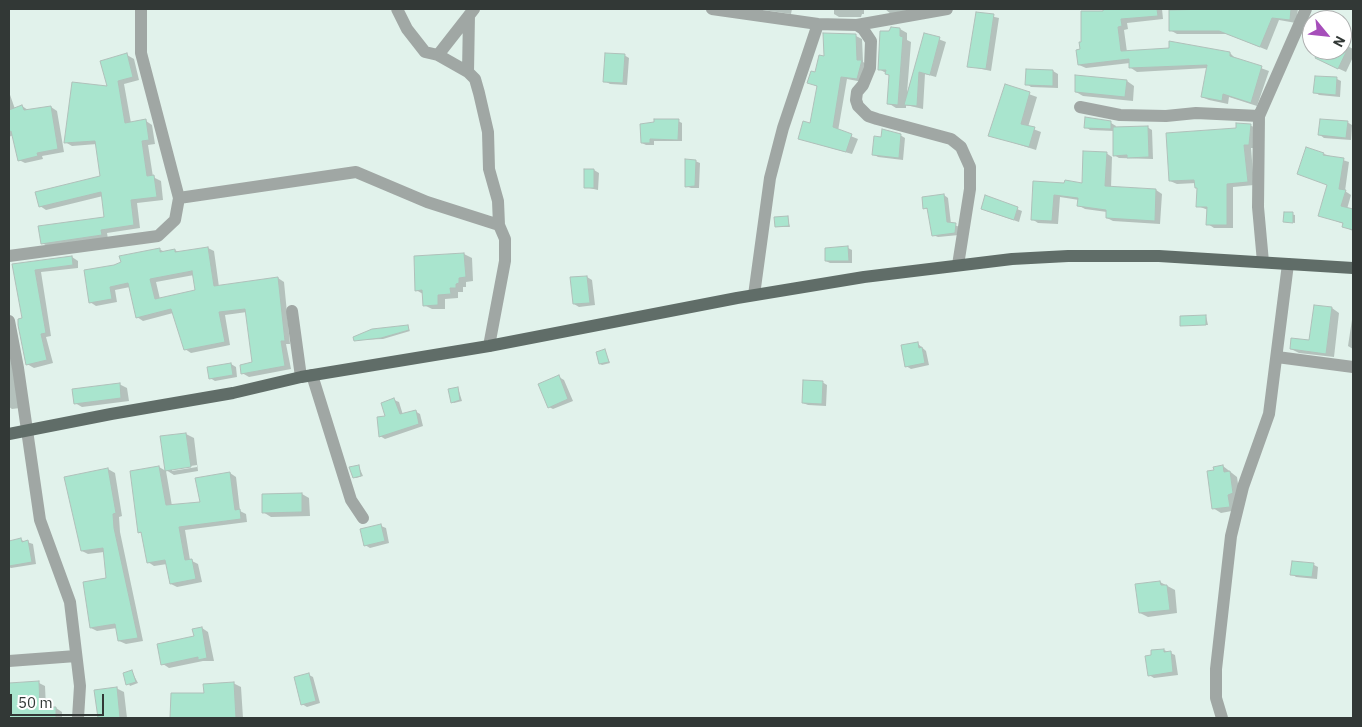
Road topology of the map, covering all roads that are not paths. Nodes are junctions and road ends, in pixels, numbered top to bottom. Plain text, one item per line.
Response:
1 (141, 9) edge
2 (397, 9) edge
3 (712, 9) edge
4 (794, 9) edge
5 (947, 9) edge
6 (1306, 9) edge
7 (471, 12) edge
8 (818, 24) junction
9 (857, 25) junction
10 (438, 56) junction
11 (468, 72) junction
12 (1080, 107) dead end
13 (1259, 116) junction
14 (179, 198) junction
15 (499, 225) junction
16 (9, 256) edge
17 (1263, 262) junction
18 (1288, 264) junction
19 (958, 265) junction
20 (1353, 268) edge
21 (754, 295) junction
22 (292, 311) dead end
23 (9, 322) edge
24 (489, 346) junction
25 (1277, 357) junction
26 (1353, 367) edge
27 (306, 376) junction
28 (26, 430) junction
29 (9, 434) edge
30 (363, 518) dead end
31 (76, 656) junction
32 (9, 661) edge
33 (78, 718) edge
34 (1222, 718) edge

1 - 14 street
2 - 10 street
3 - 8 street
4 - 8 street
5 - 9 street
6 - 13 street
7 - 10 street
7 - 11 street
8 - 9 street
8 - 21 street
9 - 19 street
10 - 11 street
11 - 15 street
12 - 13 street
13 - 17 street
14 - 15 street
14 - 16 street
15 - 24 street
17 - 18 main road
17 - 19 main road
18 - 20 main road
18 - 25 street
19 - 21 main road
21 - 24 main road
22 - 27 street
23 - 28 street
24 - 27 main road
25 - 26 street
25 - 34 street
27 - 28 main road
27 - 30 street
28 - 29 main road
28 - 31 street
31 - 32 street
31 - 33 street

WHAT THE EXERCISE ASKS - Give back every line of the listing where the word "main" shows up.

TASK SOLUTION -
17 - 18 main road
17 - 19 main road
18 - 20 main road
19 - 21 main road
21 - 24 main road
24 - 27 main road
27 - 28 main road
28 - 29 main road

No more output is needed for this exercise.